* [TASK GOAL]:
The lines to find are those in the entries that hold the word "Boulevard"; copy every one of them.
━━━ DATA FOR ANALYSIS
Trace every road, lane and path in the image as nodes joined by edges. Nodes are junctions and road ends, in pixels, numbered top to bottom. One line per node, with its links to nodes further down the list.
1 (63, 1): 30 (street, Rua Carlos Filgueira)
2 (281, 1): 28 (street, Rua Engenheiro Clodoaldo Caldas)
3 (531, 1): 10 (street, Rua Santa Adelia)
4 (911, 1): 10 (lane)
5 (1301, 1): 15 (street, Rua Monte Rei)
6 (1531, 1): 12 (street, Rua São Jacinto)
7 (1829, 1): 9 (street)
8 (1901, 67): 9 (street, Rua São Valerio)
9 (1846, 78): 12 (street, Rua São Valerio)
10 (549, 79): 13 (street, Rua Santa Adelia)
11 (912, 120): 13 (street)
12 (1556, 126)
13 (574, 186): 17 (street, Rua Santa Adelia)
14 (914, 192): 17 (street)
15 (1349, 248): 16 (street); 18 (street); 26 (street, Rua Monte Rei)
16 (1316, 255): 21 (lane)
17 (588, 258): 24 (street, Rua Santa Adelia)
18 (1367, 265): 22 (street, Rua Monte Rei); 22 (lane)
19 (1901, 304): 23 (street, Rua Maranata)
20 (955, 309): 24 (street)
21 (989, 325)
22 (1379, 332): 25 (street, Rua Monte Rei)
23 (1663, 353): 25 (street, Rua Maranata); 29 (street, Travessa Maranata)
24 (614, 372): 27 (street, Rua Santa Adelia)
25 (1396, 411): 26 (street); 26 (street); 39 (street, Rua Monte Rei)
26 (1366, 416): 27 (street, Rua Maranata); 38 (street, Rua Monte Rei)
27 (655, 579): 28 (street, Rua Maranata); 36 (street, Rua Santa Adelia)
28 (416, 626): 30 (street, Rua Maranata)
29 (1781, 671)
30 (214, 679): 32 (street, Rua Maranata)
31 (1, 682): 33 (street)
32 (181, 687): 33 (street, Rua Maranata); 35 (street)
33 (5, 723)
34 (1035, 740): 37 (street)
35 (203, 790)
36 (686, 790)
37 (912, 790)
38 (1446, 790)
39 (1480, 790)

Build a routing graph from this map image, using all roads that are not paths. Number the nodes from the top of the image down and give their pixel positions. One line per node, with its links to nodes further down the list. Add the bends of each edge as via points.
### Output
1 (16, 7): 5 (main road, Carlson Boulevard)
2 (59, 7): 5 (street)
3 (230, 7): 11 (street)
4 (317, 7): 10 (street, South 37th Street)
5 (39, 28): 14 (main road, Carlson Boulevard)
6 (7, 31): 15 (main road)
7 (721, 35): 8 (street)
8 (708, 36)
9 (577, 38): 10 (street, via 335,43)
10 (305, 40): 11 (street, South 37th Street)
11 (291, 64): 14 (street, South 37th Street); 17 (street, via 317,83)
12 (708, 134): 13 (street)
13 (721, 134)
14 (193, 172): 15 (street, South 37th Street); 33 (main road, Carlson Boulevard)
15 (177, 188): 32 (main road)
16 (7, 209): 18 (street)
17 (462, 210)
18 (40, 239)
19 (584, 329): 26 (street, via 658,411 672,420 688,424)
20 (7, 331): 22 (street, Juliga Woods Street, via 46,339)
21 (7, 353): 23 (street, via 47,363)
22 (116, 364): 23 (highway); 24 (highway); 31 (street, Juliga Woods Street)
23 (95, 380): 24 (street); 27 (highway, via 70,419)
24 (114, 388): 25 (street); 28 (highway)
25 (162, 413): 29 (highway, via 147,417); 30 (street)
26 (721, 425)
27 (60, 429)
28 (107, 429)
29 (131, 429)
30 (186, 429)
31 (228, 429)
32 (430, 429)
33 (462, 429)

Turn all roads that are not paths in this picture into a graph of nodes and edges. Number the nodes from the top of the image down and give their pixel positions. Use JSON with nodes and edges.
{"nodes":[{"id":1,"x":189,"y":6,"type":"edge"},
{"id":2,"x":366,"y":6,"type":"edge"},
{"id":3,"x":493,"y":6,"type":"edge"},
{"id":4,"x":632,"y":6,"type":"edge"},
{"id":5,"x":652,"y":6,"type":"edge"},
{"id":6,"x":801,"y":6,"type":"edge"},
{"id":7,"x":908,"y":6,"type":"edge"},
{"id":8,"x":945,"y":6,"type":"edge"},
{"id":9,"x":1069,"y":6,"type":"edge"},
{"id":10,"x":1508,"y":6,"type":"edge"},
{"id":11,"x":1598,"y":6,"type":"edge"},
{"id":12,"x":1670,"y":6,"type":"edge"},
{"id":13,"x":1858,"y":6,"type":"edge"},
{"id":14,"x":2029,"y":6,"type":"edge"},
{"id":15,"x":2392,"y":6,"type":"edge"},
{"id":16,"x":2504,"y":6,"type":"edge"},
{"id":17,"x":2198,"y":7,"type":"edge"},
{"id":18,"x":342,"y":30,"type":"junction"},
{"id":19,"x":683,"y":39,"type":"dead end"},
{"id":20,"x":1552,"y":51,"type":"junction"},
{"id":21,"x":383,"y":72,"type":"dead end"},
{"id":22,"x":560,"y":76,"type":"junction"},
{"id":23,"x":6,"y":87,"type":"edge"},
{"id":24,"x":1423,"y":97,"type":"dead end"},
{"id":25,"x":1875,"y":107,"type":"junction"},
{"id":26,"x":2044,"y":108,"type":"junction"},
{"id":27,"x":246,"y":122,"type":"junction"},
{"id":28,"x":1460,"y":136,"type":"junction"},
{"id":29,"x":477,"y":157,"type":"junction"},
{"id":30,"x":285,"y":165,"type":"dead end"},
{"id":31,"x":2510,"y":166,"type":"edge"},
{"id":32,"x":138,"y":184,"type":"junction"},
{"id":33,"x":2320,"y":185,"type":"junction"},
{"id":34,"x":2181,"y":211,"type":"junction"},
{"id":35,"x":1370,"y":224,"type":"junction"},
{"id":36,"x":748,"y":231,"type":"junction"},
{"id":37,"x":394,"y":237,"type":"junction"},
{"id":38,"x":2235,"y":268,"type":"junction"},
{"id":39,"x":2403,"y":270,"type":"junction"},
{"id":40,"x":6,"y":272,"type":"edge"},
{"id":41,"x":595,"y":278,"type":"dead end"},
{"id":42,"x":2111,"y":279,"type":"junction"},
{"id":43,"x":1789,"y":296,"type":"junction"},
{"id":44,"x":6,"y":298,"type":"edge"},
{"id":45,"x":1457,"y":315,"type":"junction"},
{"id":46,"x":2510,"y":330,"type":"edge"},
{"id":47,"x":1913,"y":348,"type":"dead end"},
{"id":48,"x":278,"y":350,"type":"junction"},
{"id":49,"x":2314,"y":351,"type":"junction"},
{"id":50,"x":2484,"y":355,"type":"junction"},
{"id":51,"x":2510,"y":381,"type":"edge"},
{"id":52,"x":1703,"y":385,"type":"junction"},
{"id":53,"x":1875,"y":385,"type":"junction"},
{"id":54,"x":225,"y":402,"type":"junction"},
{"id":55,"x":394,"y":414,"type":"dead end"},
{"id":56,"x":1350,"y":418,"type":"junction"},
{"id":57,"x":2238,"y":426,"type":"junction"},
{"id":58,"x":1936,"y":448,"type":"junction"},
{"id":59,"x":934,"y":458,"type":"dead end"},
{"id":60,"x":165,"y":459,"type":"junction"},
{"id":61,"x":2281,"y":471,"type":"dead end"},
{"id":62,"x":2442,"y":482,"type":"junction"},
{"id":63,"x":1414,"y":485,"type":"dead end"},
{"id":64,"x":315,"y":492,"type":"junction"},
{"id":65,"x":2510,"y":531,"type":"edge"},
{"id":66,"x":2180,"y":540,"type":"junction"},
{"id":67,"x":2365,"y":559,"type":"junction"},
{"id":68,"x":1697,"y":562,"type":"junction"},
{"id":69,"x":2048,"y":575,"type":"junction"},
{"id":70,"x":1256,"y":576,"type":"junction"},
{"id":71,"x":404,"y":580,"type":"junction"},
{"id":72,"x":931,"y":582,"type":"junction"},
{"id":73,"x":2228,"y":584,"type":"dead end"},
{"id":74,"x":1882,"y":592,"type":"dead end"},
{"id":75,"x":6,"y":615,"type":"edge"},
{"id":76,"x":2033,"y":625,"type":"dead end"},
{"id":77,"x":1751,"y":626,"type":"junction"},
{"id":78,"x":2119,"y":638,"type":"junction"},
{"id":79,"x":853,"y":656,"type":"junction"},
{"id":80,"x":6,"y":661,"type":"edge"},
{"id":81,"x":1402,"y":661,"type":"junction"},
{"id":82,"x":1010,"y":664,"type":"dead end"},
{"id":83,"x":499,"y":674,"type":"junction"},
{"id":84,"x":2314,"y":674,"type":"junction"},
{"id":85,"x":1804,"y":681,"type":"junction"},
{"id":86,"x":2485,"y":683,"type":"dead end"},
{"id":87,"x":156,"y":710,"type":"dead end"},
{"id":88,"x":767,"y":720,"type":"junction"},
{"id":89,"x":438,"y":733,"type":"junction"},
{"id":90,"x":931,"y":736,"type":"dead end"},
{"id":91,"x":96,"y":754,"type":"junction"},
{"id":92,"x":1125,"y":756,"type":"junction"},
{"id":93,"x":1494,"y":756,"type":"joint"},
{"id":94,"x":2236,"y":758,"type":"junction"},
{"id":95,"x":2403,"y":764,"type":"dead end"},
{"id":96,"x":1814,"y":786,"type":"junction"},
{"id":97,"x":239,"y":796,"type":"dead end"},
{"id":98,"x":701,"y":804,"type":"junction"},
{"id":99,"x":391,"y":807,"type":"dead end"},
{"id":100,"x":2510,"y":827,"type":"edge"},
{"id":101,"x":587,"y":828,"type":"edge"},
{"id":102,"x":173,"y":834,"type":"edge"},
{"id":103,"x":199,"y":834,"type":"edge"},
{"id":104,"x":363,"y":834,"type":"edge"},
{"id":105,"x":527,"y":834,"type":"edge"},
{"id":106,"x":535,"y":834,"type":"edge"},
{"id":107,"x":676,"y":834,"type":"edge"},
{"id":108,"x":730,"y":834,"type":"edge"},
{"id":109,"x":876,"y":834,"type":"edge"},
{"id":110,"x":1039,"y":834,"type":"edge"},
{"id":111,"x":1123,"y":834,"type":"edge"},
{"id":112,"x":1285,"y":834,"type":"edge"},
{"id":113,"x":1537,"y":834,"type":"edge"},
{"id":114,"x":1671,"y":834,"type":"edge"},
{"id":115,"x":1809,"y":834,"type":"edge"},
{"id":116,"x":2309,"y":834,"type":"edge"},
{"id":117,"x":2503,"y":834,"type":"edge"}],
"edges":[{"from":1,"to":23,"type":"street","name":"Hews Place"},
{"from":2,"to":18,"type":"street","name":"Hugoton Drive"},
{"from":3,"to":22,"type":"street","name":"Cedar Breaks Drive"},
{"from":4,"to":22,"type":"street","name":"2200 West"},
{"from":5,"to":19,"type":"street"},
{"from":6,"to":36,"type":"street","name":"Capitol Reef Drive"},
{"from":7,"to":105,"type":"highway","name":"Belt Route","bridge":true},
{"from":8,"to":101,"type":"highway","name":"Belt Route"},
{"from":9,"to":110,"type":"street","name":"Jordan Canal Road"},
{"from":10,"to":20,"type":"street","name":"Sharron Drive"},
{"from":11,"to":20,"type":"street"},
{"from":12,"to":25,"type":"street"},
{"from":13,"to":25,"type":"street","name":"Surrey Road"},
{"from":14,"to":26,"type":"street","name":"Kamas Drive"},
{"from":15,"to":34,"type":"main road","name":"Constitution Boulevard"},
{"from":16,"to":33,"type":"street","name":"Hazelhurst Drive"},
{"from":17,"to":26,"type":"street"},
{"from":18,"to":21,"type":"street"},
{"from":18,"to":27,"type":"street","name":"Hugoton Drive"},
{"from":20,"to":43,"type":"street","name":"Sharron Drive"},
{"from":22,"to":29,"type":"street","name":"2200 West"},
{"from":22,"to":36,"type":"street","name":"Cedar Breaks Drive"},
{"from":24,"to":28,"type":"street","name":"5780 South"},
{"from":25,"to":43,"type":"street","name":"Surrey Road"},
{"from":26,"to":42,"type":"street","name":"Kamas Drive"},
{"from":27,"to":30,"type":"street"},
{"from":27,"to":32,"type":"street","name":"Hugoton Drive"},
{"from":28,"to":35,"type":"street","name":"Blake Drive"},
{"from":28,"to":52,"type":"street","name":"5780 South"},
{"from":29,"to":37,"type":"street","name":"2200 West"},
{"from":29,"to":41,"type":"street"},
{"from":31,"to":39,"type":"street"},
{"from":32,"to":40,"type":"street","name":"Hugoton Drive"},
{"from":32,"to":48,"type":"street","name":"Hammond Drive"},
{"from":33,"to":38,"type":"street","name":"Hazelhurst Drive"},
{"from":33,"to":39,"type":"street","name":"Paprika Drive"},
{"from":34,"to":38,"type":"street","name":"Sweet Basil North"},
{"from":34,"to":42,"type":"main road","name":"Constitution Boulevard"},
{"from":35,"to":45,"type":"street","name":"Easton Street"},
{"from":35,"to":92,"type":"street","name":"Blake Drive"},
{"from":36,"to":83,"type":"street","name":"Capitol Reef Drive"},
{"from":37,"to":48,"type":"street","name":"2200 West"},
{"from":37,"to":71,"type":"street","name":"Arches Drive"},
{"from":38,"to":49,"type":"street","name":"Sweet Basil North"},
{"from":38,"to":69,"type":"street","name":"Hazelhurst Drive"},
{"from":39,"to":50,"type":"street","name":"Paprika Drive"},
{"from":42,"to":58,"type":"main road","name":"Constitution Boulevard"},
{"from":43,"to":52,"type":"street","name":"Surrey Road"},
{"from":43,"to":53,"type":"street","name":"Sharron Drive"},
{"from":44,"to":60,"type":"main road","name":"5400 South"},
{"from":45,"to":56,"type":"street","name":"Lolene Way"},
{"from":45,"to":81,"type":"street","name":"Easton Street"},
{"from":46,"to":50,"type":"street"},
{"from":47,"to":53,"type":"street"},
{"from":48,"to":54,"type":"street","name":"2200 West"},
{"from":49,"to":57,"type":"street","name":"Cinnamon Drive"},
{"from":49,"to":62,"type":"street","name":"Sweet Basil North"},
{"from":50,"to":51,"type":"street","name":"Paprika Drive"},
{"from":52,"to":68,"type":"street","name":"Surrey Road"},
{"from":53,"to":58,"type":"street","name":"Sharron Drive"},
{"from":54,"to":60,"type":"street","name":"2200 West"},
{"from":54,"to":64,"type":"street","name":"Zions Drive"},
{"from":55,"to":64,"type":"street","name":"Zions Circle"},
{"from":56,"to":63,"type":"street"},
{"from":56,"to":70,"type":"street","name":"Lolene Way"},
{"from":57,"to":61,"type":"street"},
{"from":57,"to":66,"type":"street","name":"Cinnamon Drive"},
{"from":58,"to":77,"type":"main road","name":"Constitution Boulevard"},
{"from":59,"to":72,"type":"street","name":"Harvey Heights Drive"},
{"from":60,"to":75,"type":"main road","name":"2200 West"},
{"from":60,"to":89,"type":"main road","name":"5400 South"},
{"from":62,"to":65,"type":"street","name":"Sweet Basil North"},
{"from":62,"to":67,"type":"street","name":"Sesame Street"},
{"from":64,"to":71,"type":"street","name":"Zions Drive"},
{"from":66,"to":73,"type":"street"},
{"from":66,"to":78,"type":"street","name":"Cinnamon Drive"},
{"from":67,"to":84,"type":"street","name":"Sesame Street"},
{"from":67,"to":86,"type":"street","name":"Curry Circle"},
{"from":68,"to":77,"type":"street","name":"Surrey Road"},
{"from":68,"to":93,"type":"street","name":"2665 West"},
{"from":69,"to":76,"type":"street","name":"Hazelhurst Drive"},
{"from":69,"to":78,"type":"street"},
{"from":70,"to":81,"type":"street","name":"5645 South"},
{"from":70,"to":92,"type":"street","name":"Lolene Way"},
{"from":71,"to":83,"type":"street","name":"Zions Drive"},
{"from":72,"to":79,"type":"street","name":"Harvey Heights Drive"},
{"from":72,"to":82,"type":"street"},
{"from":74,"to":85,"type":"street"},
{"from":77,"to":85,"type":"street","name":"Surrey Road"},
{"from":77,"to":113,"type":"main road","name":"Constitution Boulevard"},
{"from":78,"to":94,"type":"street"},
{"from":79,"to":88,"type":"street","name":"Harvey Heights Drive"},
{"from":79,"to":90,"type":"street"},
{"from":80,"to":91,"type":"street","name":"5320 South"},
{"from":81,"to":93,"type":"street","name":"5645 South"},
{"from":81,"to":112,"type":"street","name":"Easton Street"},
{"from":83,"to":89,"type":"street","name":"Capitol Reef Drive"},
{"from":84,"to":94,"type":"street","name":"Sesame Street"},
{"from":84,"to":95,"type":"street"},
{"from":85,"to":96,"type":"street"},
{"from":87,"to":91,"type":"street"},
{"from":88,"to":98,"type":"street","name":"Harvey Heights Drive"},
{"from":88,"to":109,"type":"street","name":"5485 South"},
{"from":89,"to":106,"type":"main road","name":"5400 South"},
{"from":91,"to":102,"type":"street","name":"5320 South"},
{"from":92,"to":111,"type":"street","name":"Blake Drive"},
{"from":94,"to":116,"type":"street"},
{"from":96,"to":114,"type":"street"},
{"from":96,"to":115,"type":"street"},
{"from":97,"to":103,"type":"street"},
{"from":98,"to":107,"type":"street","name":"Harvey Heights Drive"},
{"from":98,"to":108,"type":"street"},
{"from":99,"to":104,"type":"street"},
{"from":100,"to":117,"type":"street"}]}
━━━━━━
* [ANSWER TO THIS PROBLEM]:
1 (16, 7): 5 (main road, Carlson Boulevard)
5 (39, 28): 14 (main road, Carlson Boulevard)
14 (193, 172): 15 (street, South 37th Street); 33 (main road, Carlson Boulevard)
{"from":15,"to":34,"type":"main road","name":"Constitution Boulevard"},
{"from":34,"to":42,"type":"main road","name":"Constitution Boulevard"},
{"from":42,"to":58,"type":"main road","name":"Constitution Boulevard"},
{"from":58,"to":77,"type":"main road","name":"Constitution Boulevard"},
{"from":77,"to":113,"type":"main road","name":"Constitution Boulevard"},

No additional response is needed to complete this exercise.